Now On To The Next Resistance
- Market overcomes midmorning selling pressure, posts solid albeit low volume gains.
- Japanese GDP, M&A overcome more weak manufacturing data.
- Dollar and bonds sell, all other markets rise.
- Indices work through near resistance, head toward November peak.
MARKET SUMMARY
Relief move is tested at lunch, but it passes. Now on to the next resistance.
Futures were up Sunday evening as Australia and the Pacific Rim markets posted nice gains on the heels of the upside finish in the US. It did not hurt one bit that Japan’s economy shrank only 0.3% versus a much larger decline anticipated. On top of that, GOOG advanced the M&A mania a bit with its high premium acquisition of MOBE. Nothing like some good takeover speculation to gin up the buy side.
It was enough to help the market overcome some more very disconcerting economic data. The New York manufacturing index turned in its second straight negative performance, meaning manufacturing is contracting and the first reading was not just a fluke. The issue was it came in at -7.7 when just -0.4 was expected. That doubled up the July number and again it looks as if manufacturing, that just hung on to expansion on a national level in July, is going to turn negative nationwide on the next reading.
On top of that, Warren Buffett once again put in his two cents worth (must be up to $5 worth by now if you count all the times he butts into the debate) regarding taxation. Mr. Buffett believes we are ‘coddling billionaires’ by not raising their taxes. Never mind the government is rife with waste, the latest affront being a junket by a large group of DC staffers heading to Maui for a meeting. Bad enough, but factor in they had to get their a week in advance to ‘prepare.” Prepare what, their suntans? Mr. Buffett, don’t tell anyone to pay another nickel in taxes UNTIL the federal government cleans up, even modestly, its profligate ways with our money. Why should we pay more money just because Washington refuses to be prudent with the money it has already taken from us?
Now Mr. Buffett may have been truly talking about billionaires. Problem is, the Obama Administration has a different definition of millionaires and billionaires. Obama repeatedly of late has said millionaires and higher levels, specifically those making that much per year (not just net worth) should pay more taxes. Yet ALL of his proposals go all the way back to $250K to start the tax hikes. I know of NO billionaires who make $250K per year and damn few millionaires who make that amount yearly. They all pull in annual incomes much larger. What Mr. Obama is suggesting does more harm for people TRYING TO BECOME millionaires than it helps the lower income levels. This is the US; everyone, at least it used to be everyone, strived to BECOME a millionaire. The Administration’s programs and regulations, however, have done more to destroy small businesses and thus our millionaire-making machine, inhibiting the average citizen’s ability to rise above his or her current economic level. That is the huge disconnect, but it is a familiar pattern: talk about one thing to the common folk, then do something completely different.

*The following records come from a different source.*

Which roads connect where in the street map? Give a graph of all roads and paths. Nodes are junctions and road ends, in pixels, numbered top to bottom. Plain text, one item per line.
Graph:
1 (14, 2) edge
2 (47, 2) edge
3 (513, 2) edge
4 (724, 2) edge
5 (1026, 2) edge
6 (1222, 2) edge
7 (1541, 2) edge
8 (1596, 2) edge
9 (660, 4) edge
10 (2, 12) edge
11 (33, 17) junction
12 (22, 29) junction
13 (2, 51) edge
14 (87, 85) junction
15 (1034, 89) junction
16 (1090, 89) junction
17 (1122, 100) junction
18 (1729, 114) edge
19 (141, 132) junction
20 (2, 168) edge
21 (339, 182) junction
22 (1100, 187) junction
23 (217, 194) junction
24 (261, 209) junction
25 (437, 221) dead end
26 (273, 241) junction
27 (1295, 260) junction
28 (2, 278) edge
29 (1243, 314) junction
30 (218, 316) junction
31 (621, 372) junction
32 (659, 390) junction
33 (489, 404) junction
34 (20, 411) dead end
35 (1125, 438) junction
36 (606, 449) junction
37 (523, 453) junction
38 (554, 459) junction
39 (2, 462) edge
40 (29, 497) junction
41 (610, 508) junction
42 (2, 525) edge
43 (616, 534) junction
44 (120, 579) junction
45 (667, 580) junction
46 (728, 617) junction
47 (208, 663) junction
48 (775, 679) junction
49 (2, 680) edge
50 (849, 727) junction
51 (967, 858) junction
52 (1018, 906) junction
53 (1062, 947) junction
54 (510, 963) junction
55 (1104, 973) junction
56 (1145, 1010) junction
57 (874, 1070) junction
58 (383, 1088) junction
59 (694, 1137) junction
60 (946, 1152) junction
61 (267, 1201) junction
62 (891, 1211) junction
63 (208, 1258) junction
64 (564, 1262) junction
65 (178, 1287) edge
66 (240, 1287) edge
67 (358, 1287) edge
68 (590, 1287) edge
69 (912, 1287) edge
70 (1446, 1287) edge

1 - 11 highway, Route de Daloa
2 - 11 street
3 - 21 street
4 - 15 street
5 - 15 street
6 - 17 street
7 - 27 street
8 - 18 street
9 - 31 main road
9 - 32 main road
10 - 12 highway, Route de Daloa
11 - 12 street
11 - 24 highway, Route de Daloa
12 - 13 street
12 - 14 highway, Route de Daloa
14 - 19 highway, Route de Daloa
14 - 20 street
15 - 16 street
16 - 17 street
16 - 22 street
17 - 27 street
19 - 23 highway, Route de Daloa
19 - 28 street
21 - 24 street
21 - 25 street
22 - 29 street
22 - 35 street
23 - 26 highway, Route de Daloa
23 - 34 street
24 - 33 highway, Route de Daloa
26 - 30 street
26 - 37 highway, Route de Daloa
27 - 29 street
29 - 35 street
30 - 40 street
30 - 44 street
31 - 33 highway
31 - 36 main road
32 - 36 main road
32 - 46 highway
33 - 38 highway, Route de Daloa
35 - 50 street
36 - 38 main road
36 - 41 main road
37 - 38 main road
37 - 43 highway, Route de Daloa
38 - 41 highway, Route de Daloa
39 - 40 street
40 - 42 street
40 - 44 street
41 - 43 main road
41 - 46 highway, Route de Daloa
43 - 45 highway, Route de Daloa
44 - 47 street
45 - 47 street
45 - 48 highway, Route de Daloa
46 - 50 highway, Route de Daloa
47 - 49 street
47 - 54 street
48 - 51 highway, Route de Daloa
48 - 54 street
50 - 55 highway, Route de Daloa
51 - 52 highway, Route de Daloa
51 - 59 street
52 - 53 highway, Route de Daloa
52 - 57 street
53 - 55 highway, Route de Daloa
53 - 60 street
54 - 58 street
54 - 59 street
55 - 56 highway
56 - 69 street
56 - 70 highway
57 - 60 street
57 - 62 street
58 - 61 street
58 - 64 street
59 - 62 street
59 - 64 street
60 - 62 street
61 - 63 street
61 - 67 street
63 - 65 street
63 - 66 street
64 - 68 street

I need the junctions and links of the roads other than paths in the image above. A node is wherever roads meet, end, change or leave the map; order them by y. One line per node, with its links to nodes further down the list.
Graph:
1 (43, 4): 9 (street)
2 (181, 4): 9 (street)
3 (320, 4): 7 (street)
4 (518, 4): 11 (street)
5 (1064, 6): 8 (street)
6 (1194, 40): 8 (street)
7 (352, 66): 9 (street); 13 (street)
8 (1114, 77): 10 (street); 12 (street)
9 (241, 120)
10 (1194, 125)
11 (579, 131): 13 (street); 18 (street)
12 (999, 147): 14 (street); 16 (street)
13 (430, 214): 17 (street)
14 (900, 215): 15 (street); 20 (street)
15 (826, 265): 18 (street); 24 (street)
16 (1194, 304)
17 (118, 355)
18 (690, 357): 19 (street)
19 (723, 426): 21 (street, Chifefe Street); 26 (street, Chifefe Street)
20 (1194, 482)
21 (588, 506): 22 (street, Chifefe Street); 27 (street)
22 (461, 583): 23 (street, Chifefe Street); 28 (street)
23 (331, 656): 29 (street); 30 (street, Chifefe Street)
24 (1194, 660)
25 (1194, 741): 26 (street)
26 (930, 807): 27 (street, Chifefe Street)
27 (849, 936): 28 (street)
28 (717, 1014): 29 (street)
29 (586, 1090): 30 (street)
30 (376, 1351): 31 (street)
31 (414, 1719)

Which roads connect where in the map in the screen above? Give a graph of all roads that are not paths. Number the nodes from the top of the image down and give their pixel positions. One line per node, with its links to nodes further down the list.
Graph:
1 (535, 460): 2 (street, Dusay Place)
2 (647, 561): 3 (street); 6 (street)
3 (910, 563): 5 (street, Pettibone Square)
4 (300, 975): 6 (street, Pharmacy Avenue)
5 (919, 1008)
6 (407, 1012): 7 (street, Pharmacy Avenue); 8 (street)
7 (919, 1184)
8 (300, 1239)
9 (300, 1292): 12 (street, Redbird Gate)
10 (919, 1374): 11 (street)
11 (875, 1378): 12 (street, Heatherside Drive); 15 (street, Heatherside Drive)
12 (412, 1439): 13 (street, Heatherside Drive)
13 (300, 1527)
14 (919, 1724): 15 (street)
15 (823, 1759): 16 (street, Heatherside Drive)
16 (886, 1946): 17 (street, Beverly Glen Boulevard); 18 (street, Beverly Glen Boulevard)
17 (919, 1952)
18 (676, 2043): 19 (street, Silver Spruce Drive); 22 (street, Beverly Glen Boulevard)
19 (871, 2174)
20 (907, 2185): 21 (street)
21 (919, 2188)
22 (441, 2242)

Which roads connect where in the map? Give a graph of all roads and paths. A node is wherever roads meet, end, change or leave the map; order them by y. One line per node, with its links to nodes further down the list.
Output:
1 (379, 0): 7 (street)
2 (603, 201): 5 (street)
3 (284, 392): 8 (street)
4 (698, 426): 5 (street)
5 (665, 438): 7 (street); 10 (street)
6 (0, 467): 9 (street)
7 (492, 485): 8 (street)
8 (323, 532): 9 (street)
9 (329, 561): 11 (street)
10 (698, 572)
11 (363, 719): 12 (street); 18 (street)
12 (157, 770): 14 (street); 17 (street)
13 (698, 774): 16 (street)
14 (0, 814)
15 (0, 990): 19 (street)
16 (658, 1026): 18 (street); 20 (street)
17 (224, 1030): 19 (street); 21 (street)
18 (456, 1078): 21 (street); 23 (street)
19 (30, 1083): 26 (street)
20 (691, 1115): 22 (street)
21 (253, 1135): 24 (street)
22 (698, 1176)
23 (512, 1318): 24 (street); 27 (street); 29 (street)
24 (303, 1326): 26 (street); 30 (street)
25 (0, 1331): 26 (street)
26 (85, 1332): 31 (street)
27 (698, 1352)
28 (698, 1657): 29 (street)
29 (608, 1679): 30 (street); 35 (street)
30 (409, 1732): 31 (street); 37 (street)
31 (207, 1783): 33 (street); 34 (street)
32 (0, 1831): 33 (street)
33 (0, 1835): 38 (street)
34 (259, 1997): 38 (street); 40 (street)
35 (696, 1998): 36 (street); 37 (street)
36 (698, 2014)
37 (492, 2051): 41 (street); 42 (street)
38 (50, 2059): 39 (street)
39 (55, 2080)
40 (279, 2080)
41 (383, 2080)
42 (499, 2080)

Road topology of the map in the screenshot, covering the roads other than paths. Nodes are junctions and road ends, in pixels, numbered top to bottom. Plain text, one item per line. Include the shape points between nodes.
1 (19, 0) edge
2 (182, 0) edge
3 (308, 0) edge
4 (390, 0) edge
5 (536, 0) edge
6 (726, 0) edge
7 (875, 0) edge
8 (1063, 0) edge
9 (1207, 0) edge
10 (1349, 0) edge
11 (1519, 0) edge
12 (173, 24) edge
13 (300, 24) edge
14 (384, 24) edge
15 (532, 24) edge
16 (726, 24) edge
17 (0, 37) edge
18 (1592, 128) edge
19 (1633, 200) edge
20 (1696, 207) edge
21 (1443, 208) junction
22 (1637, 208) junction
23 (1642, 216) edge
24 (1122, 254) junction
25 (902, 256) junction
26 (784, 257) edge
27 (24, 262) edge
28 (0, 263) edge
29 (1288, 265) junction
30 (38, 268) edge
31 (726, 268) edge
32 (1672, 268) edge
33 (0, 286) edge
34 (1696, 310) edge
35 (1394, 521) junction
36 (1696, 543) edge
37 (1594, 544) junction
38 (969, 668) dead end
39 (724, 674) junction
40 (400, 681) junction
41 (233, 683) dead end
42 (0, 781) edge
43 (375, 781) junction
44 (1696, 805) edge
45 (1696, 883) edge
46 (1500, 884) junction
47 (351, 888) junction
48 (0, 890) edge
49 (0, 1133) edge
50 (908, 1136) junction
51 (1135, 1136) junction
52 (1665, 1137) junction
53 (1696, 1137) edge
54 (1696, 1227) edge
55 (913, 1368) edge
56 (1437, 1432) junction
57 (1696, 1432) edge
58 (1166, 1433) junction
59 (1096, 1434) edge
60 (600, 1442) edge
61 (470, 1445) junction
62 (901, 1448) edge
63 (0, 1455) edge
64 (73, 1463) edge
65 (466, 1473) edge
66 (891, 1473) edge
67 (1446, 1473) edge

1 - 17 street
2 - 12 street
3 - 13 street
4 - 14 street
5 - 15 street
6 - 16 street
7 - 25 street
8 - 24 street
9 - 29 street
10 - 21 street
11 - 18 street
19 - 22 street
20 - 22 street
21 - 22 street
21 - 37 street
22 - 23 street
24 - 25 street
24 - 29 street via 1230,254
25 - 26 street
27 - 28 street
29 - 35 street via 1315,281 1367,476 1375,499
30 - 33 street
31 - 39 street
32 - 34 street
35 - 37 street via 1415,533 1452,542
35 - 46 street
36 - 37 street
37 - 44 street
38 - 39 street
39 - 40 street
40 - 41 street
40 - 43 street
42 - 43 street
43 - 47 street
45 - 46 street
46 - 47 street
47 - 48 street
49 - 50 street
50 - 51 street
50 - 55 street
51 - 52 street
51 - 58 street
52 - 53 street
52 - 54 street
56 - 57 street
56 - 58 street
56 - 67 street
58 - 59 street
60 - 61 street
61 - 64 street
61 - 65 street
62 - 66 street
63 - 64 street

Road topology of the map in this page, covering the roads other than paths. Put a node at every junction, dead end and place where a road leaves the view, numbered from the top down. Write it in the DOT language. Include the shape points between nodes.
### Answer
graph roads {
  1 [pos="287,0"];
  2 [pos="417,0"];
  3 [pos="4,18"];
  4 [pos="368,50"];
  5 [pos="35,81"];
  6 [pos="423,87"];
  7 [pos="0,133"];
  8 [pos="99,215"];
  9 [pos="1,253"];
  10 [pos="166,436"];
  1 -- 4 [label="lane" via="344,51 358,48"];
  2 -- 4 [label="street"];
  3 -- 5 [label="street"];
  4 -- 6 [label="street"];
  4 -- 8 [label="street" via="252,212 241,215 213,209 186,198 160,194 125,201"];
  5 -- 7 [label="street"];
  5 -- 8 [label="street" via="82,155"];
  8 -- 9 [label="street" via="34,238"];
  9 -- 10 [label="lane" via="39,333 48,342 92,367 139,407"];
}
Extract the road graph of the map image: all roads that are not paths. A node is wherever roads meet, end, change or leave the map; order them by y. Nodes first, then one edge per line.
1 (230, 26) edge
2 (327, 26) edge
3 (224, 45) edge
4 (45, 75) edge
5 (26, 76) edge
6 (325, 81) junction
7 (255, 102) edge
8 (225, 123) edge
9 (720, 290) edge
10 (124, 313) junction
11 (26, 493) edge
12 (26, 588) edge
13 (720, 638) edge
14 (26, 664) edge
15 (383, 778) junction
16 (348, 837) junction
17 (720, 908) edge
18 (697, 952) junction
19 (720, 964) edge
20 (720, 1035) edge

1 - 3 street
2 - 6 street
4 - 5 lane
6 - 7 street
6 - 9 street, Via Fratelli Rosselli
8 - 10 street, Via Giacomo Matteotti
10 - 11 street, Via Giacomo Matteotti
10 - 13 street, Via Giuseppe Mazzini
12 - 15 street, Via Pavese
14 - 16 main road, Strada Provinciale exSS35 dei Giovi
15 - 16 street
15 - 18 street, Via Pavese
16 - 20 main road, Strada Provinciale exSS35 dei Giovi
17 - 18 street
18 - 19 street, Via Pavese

Back to the market after that digression. Futures were up, stocks opened higher, they survived a midmorning half-hearted selling attempt, and rallied slow and steady, emphasis on steady, to close at session highs.
NASDAQ 47.22, 1.88%. SP500 25.68 2.18%. DJ30 213.83, 1.90%. SP600 2.84%. SOX 1.98%.
A good move for a relief rally, indeed for any upside move, but for now a relief rally nonetheless. Impressive gains, solid breadth, but another day of lagging volume. All indices moved through the 10 day EMA and toward the November peak with DJ30 leading the way higher, already moving through the November high.
Nice price gains in line with our relief rally scenario. We picked up some new positions, took some gain on AAPL and NTES, and generally let the upside work. If this holds there is still plenty of upside to the SP500 November peak (1225) and even 1260.
Housing starts, Industrial Production, Capacity Utilization, and the meeting between France and Germany to decide the fate of the EU. Okay, maybe not that grand, but it is rather ironic that France and Germany play such an important role in the continent’s future. Really, it could very well be the fate of the EU.
Any story could stall the market’s relief move. There is a solid bounce underway but until it is proved otherwise it is a relief bounce, and the weaker volume only allows for easier upset if a big news event hits.
Barring any such jolt (in this world economy could that even be possible?) the market is trading very technically. There is an immense level of overhead supply at SP500 1260. There is some lesser resistance at the November high. With the lower volume bounce you play the upside bounce as we are doing but watch for stalling. The market looked as if it picked up strength Monday. No, it really just picked up momentum. That is great for a trades but expecting a breakout or not being mindful of key resistance is not playing smart.
At this stage we have picked up most of the upside we want to get for now and will let it rally for us (already took some AAPL, NTES gain), let those upside positions that are struggling move up as much as they can, and be ready for the downside, just in case as we say. Thus we take what the market gives as it trades in this range.